Working with lines
Sep 12, 2006
Here's how a great idea can be made better.
The unifying axis on the right hand side, described as "comparable percentage-change scales", is a great concept. The data being plotted are the cumulative percent return for each stock from the start of 2006 to the day of publication.
If the three lines are superimposed, we can see the relative performance throughout the year. Within these three stocks, Walgreens has clearly underperformed until recently. Also, plotting weekly rather than daily returns reduces clutter. The only grid-line of importance is the 0% line, which is what is left.
In addition, the three other axes, depicting actual prices, are redundant; removing them significantly enhances readability.
Some will insist that actual prices must be shown; the following includes key bits of data in a subtle way.
Reference: "Drugstores are Looking More Like a Growth Story", New York Times, Sept 10 2006.
Also, getting rid of those stupid and distracting pictures. It would not have been so bad if they all occupied rectangles of equal size, but one is a rectangle, the next is a quadrangle that leads the eye upwards from the first, and the third is some sort of weird house shape. The whole collection makes it impossible to compare the lines because of the optical illusions caused by the strong picture envelopes.
Even if they had all been rectangles of equal size, there would have been a danger of optical dragging that can be caused by one picture being stronger than another.
Posted by: derek | Sep 12, 2006 at 04:18 AM
Great blog! One of my recent findings. Thanks!
Btw, what software do you use to plot your graphics?
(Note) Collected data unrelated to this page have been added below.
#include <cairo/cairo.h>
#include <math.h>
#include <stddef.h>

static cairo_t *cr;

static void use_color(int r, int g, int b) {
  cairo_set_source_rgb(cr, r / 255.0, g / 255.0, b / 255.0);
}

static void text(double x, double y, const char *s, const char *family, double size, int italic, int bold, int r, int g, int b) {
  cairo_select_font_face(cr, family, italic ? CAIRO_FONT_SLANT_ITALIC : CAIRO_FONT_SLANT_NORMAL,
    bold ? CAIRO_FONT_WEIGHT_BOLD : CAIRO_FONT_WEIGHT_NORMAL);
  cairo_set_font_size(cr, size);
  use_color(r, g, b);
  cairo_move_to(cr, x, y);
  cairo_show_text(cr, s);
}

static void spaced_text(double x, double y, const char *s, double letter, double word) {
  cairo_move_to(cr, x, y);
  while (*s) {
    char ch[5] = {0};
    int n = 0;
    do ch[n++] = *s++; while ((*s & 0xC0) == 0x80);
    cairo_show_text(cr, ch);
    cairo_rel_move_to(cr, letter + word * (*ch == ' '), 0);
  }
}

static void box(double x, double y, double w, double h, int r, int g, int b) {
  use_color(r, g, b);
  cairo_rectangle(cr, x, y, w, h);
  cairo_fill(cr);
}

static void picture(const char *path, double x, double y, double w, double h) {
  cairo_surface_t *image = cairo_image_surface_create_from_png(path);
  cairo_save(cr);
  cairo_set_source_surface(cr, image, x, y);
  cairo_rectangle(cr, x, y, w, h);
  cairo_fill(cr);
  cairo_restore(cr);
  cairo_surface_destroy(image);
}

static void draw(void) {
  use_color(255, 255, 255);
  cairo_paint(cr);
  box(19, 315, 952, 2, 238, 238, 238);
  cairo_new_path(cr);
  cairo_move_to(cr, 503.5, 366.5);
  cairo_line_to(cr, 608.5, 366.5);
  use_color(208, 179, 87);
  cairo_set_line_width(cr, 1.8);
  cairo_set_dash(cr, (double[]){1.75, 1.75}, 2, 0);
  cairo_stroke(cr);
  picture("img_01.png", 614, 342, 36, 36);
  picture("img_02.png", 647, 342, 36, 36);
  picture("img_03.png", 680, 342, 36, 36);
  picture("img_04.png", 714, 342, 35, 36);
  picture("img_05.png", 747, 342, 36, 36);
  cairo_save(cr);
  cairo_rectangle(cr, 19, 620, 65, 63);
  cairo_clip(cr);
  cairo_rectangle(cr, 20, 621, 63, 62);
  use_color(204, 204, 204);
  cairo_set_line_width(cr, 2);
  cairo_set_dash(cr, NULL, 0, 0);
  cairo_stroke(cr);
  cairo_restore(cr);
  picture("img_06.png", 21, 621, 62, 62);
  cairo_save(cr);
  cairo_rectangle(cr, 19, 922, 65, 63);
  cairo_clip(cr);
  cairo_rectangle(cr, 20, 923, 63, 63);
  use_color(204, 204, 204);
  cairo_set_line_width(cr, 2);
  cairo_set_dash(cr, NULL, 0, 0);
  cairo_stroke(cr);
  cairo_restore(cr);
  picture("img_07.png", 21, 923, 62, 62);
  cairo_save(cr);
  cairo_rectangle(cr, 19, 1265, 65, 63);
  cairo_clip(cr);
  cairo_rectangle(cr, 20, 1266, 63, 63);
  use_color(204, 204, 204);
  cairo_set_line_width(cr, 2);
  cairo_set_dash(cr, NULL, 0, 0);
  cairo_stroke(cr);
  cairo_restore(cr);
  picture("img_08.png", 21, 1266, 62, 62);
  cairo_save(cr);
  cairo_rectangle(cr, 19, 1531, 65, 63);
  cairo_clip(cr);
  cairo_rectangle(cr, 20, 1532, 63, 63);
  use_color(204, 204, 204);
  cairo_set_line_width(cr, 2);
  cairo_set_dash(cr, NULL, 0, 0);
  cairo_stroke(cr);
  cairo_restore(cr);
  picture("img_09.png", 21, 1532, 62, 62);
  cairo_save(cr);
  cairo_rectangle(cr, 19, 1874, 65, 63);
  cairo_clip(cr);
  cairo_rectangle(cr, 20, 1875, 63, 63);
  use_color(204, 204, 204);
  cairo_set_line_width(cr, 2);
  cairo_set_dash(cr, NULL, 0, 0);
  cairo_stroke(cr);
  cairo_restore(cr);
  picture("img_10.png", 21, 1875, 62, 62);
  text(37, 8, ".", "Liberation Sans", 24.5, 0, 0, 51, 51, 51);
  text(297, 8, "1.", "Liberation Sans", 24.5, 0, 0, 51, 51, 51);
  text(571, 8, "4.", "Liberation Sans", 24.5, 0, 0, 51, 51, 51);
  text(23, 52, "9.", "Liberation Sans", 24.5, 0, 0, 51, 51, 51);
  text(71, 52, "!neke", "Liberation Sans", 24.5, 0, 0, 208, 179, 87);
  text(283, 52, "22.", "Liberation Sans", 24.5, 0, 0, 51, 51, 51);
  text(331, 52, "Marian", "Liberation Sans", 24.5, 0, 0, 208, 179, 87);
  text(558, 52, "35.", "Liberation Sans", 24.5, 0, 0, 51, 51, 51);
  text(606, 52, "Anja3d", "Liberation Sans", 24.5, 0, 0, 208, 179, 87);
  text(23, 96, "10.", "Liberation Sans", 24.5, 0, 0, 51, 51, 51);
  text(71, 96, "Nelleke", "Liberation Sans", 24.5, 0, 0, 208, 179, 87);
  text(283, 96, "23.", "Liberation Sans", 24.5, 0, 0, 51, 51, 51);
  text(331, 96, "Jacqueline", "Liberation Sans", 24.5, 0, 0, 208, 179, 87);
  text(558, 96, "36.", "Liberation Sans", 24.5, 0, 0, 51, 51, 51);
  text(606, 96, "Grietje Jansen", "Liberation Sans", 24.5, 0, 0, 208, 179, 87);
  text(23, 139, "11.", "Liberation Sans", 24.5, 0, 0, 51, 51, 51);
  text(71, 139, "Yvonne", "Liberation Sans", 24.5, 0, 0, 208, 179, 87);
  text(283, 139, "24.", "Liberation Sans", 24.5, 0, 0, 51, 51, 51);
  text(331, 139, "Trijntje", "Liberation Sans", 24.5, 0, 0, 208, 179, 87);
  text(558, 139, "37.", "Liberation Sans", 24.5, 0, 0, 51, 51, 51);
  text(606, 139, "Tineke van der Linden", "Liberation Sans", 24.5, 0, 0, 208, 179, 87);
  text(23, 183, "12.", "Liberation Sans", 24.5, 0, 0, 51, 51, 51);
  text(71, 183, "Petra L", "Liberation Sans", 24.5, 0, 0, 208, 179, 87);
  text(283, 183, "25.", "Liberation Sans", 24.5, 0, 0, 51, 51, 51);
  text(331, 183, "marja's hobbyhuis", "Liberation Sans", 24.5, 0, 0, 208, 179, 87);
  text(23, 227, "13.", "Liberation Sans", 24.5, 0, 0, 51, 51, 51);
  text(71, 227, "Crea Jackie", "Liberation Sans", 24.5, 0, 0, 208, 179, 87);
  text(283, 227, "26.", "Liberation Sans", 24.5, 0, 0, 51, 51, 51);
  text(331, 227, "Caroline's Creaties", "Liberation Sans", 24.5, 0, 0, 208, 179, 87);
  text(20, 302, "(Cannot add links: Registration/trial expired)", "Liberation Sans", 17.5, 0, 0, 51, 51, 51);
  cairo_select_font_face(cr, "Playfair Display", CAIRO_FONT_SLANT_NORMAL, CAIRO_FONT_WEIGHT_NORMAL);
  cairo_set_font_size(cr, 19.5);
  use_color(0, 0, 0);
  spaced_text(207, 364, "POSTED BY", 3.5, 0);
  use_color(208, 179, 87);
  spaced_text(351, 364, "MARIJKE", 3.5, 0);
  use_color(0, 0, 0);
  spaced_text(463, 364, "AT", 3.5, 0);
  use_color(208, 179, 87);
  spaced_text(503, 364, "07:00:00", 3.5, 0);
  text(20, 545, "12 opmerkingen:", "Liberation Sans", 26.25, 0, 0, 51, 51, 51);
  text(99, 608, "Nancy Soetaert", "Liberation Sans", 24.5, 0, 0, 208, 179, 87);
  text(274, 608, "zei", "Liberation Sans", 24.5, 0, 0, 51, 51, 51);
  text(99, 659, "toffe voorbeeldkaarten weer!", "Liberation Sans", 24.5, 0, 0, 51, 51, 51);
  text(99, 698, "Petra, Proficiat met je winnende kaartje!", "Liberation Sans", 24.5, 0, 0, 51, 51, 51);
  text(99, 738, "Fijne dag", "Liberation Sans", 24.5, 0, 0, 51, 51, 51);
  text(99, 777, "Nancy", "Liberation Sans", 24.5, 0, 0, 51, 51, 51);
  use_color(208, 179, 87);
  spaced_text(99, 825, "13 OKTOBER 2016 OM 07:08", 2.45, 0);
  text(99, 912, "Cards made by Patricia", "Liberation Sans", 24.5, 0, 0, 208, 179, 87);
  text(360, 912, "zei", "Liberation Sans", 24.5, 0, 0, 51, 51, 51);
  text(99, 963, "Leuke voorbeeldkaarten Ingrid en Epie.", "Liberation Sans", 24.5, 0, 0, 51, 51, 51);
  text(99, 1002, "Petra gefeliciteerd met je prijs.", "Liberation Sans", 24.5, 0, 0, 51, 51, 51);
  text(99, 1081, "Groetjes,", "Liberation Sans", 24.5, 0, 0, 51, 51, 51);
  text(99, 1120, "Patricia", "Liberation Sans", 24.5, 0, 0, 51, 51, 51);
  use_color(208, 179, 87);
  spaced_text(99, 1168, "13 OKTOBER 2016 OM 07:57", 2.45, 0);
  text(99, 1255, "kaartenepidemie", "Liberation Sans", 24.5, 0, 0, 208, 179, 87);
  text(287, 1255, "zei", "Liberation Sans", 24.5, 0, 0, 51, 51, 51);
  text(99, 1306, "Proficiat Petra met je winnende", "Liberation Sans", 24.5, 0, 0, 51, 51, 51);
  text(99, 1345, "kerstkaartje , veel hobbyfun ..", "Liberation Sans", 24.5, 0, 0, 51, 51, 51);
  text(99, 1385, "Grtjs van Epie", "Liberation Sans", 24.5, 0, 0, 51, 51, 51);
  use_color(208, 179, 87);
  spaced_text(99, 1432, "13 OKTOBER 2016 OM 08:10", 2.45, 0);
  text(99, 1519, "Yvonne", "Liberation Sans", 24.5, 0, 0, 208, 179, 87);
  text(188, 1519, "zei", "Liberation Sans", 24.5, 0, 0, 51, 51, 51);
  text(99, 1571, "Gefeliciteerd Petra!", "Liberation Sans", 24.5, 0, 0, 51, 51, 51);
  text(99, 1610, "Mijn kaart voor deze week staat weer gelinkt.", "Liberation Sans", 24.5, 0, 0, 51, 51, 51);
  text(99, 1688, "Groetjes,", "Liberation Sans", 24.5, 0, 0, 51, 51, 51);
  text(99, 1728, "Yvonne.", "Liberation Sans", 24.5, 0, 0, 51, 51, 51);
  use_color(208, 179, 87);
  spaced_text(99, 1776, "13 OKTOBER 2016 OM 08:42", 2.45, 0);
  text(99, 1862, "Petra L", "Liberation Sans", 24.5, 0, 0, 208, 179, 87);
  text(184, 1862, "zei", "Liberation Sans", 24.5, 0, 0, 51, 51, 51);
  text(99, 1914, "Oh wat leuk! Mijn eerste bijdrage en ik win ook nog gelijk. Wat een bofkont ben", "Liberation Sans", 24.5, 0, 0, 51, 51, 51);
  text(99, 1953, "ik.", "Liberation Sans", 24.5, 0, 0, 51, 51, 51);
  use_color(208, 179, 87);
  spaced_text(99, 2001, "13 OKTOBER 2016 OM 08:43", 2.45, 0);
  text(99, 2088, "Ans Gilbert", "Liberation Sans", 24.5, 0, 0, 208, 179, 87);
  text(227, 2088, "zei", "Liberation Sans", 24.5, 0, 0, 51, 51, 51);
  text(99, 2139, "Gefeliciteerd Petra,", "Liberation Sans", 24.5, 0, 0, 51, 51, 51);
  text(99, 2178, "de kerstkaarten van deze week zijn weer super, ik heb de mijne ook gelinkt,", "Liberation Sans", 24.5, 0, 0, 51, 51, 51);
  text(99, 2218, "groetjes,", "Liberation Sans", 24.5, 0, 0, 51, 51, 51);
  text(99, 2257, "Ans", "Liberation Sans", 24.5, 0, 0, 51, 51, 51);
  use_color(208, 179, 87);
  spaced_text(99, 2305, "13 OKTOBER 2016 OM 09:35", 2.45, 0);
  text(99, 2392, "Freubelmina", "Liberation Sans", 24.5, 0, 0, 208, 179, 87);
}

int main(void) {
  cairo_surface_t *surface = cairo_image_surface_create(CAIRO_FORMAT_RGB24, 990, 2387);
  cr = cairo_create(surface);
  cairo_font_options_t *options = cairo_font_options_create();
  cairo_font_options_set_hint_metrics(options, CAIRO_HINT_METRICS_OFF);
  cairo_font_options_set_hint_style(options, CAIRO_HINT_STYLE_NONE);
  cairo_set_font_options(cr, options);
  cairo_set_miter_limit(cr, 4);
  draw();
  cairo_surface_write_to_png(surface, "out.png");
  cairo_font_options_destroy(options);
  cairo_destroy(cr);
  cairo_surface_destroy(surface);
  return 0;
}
Posted by: Sérgio N | Sep 12, 2006 at 05:23 AM
The bottom chart, split into thirds to allow for selective price labels, loses more information in terms of vertical resolution. Too great a price to pay for hardly relevant price information. If you can so easily follow the trends, as in the first reworking of the data, then the closing price built into a series data label is the only price that's really necessary.
Posted by: Jon Peltier | Sep 12, 2006 at 07:42 AM
Quite a good chart junk example. Though, you could of course improve the combined chart (#2) by slightly different lines in case they're viewed/printed without color.
Posted by: Jens Meiert | Sep 12, 2006 at 02:09 PM
Minor point, but isn't the middle chart mislabeled? It appears that Walgreens and Rite-Aid got switched.
Posted by: merle | Sep 12, 2006 at 11:39 PM
Thanks Merle. It's great to know that some of you are reading the details. I fixed the chart titles.
Posted by: Kaiser | Sep 13, 2006 at 01:00 AM
Hate to say it, but there seems to be some basic problem with your charts - i.e., Walgreen's is at 49.64 as I write this, but your chart says it closed recently at 4.51; Rite-Aid is now at 4.72, but the chart has a recent 51.48. Did you by any chance fix the info around the wrong way?
Posted by: fatbear | Sep 13, 2006 at 01:32 PM
Fixed the wrong chart! This set should be right.